Americans Are Becoming Less Social
Over the last 40 years, Americans have become less social. A new report [PDF] in the City Observatory by economist Joe Cortright examines our social lives and social capital, focusing on how socioeconomics, technology, and segregation—both voluntary and involuntary—have affected our relationships with those around us.
Cortright says people have become increasingly disconnected as they've shifted away from community resources—like public pools, schools, and mass transportation—towards private services such as membership-based gyms, charter schools, and cars.
“Our city governments, schools, and communities are more fragmented and less inclusive than in days gone by,” writes Cortright. “In many cases—in leisure, entertainment, and schooling—we’ve enabled people to secede from the commons and get a different level and quality of service.”
Neighborhoods have also become stratified by economic class and belief systems, especially political leanings. As a result, residents lose the opportunity to form a diverse network of friends and acquaintances.
Even worse, we're not talking to the neighbors we do have. Data from the General Social Survey shows that people are less likely to socialize with their neighbors than they were in the 1970s, when less than a fourth of the survey respondents “reported no interaction with their neighbors.” Today one-third of us ignore the people next door.
We trust each other less as well, which Cortright argues is both a cause and effect of the disintegration of the public realm. People have fewer interactions with other members of their community, and that unfamiliarity breeds distrust. And because we're distrustful, we're less willing to invest in the public realm. It's a vicious cycle.
Cortright also says our ability to tune each other out via technology contributes to the problem. While gathering around the radio to listen to a live event hasn't been common for a long time, we rarely even gather around the TV anymore, preferring to stream our media on computers and phones, watching our shows on screens big enough for just one or two viewers.

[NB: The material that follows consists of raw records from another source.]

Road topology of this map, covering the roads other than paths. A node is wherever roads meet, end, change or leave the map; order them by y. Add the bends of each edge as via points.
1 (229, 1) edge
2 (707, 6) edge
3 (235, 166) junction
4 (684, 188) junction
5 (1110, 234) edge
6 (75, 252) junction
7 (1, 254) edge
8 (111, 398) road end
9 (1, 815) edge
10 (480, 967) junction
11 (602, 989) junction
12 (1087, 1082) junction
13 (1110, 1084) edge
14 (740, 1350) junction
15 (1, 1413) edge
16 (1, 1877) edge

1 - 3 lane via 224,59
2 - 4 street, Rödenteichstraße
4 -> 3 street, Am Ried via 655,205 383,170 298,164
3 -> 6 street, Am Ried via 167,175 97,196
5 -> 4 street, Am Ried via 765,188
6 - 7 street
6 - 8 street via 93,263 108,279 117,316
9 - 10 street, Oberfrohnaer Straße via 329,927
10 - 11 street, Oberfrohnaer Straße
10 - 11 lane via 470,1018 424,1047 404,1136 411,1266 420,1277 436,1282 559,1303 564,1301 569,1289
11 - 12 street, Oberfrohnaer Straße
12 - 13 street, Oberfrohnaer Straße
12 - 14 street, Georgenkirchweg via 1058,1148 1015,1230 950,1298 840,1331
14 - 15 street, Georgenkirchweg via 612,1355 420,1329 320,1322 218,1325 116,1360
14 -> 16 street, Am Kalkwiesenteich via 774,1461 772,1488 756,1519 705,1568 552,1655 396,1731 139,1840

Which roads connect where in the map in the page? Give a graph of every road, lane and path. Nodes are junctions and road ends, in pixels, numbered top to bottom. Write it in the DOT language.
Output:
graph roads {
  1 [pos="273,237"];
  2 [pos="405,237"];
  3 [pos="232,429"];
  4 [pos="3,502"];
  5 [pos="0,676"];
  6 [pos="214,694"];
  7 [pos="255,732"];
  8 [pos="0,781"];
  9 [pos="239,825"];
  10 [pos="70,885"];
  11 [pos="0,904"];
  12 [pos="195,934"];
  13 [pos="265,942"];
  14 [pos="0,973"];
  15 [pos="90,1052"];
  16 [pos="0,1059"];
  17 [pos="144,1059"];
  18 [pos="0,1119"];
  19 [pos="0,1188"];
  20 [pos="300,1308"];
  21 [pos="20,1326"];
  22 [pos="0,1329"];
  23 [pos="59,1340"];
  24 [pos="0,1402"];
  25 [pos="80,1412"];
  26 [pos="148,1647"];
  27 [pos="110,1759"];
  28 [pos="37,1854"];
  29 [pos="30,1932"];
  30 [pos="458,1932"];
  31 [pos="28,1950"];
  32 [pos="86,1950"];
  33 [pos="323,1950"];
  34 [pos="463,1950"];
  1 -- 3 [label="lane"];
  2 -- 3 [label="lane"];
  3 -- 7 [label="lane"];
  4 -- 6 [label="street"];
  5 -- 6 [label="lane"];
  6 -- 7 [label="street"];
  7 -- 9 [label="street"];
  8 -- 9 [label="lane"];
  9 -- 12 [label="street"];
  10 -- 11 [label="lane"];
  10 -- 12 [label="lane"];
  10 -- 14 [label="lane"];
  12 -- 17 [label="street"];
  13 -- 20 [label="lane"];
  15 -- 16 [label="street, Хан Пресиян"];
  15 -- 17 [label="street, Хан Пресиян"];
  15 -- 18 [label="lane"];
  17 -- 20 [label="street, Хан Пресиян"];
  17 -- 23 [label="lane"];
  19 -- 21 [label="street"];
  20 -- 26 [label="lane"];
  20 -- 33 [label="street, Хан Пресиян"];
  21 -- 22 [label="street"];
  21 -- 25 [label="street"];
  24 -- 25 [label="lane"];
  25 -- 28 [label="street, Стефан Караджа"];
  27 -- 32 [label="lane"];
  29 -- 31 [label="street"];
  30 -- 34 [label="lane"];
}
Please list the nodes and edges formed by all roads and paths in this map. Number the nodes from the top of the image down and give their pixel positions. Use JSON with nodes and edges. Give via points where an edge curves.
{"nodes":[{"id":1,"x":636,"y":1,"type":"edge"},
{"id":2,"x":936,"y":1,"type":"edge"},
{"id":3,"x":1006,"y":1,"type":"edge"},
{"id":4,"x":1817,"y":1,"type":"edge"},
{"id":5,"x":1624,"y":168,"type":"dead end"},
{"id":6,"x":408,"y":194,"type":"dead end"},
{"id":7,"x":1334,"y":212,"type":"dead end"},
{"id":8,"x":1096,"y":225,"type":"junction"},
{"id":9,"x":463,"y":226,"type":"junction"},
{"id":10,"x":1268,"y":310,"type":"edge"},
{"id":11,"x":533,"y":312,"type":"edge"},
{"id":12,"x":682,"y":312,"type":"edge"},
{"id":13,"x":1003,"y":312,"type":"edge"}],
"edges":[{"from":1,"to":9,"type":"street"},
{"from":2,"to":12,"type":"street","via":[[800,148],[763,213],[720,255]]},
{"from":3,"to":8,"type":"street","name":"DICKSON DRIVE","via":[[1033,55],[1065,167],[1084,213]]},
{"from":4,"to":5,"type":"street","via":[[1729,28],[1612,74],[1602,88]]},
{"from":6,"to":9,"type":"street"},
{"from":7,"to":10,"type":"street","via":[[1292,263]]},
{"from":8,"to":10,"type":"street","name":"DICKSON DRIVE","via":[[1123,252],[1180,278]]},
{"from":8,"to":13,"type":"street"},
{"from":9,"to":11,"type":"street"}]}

And then there are our ever-present headphones, which signify a desire to be alone. "With our separate, personal audioscapes and an increasingly fragmented media world, it may be more difficult today to have shared, collective experiences that provide a common meaning (or narrative) and strengthen our sense of attachment to ‘place’ and each other,” he writes.
Cortright seems to believe that even with alternatives to in-person interactions like social media, which draws hundreds of millions of people every day, our connectedness to one another will continue to decline unless we make an active effort to do something about it—face to face, neighbor to neighbor, community by community.